Registration of structural and diffusion weighted data

Dear MRtrix-Experts,

I am looking into ways of registering structural to DWI data. (T1 weighted 1x1x1, bias-field corrected and DWI 2x2x2, corrected for bias-field, eddy currents and geometric distortions).

All registration is done by FLS flirt, rigid 6DOF
As I suppose, there are 2 options:

Option 1: Register T1 to DWI first, then perform 5ttgen and freesurfer pipeline on registered T1

  • involves resizing the T1 data to original resolution (Freesurfer doesn’t like low-res T1s)
  • Benefits: no further transformation of masks / parcellations neccessary (as there are all aligned already)
  • Drawback (maybe): fast and freesurfer are not performed on original, but interpolated data.

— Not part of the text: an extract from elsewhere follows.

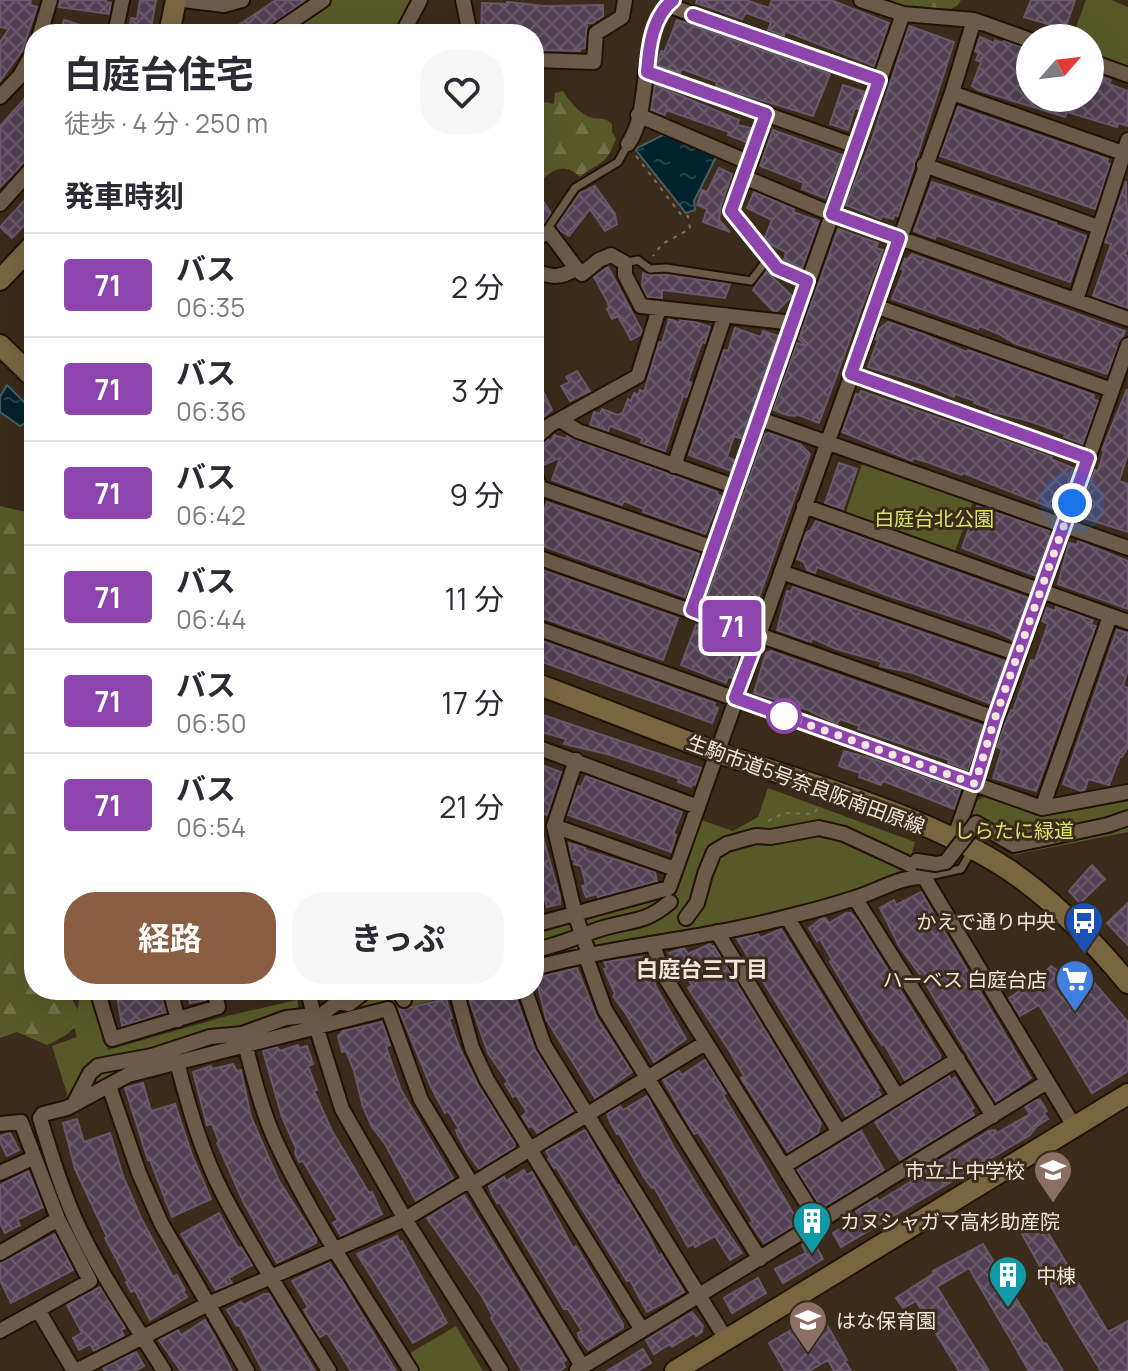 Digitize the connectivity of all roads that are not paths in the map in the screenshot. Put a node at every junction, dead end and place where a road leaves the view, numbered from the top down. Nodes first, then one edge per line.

Option 2: Run 5ttgen and freesurfer pipeline on original data, transform masks / cortical parcellations later on using a transformation matrix generated by T1 > DWI registration

  • Benefits: fast / freesurfer runs on original data
  • Drawback: masks have to be transformed to DWI data later on. This is especially problematic for the freesurfer sementations (aparc+aseg), which consists of discrete values (i.e. 1,2,3 etc.) and get interpolated into continues values (with no meaningful reference to the LUT-file).

What do you think about these options? I was wondering if there is a way this is supposed to be done.

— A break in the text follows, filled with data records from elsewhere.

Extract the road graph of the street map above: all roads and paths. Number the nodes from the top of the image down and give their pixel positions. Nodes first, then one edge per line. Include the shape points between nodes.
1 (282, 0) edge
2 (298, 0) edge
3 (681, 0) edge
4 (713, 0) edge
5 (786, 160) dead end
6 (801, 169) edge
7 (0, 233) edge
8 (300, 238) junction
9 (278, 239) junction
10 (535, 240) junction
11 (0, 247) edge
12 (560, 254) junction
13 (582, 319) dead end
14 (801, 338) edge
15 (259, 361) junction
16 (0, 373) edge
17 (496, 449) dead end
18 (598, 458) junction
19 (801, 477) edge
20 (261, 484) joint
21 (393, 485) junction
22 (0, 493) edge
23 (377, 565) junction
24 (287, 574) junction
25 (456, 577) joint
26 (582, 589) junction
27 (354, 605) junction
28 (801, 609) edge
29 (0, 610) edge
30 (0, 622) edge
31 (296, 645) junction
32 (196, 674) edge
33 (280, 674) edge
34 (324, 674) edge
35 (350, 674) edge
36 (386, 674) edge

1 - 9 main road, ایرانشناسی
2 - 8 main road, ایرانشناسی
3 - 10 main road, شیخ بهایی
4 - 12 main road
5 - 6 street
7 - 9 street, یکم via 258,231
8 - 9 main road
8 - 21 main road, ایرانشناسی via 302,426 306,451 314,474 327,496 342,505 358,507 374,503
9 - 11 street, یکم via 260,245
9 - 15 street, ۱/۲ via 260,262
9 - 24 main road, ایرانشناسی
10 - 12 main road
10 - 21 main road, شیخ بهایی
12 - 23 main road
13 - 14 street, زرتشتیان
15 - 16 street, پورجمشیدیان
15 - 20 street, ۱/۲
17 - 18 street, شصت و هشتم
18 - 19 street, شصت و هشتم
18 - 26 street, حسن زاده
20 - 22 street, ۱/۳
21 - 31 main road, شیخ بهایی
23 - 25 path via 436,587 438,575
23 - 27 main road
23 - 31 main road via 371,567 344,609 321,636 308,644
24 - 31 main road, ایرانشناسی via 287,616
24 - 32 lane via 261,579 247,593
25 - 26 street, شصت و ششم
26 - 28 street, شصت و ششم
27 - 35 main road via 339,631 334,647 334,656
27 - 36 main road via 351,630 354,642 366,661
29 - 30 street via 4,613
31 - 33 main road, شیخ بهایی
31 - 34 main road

Also: thank you for providing MRtrix! It’s a great tool and I am glad everything works so well!


Hi Bastian,

A few thoughts:

  • I haven’t played with flirt much myself, but it should be possible to apply the estimated rigid-body transformation to the header of the moving image only; effectively the ‘voxel grid’ of the moving image is translated & rotated, but the image intensities are unaffected. Subsequent resampling of the moving image onto the grid of the target image is not a compulsory component of affine registration, and should not be thought of as such. Indeed, it’s better to perform this registration but retain image volumes in their native resolution; many MRtrix3 capabilities are explicitly designed to properly handle multi-modal image data that are not on a common voxel grid.

    (From memory, this is achieved using flirt -omat <flirt output>, then mrtransform -linear <flirt output> -flip 0; anyone correct me if I got this wrong)

  • Personally I have always registered T1 to (pre-processed) DWI before anatomical image processing (including before importing to FreeSurfer); that way, any images subsequently derived from the T1 should be inherently aligned to the DWI without requiring further explicit registration, and without necessitating manual tracking of which images are aligned and which are not.

  • Not that it should be necessary here, but since you brought it up: Any resampling of images with discrete values (e.g. aparc+aseg) should be performed with nearest-neighbour interpolation: this will maintain the labels from the input image during resampling, which is necessary in such contexts.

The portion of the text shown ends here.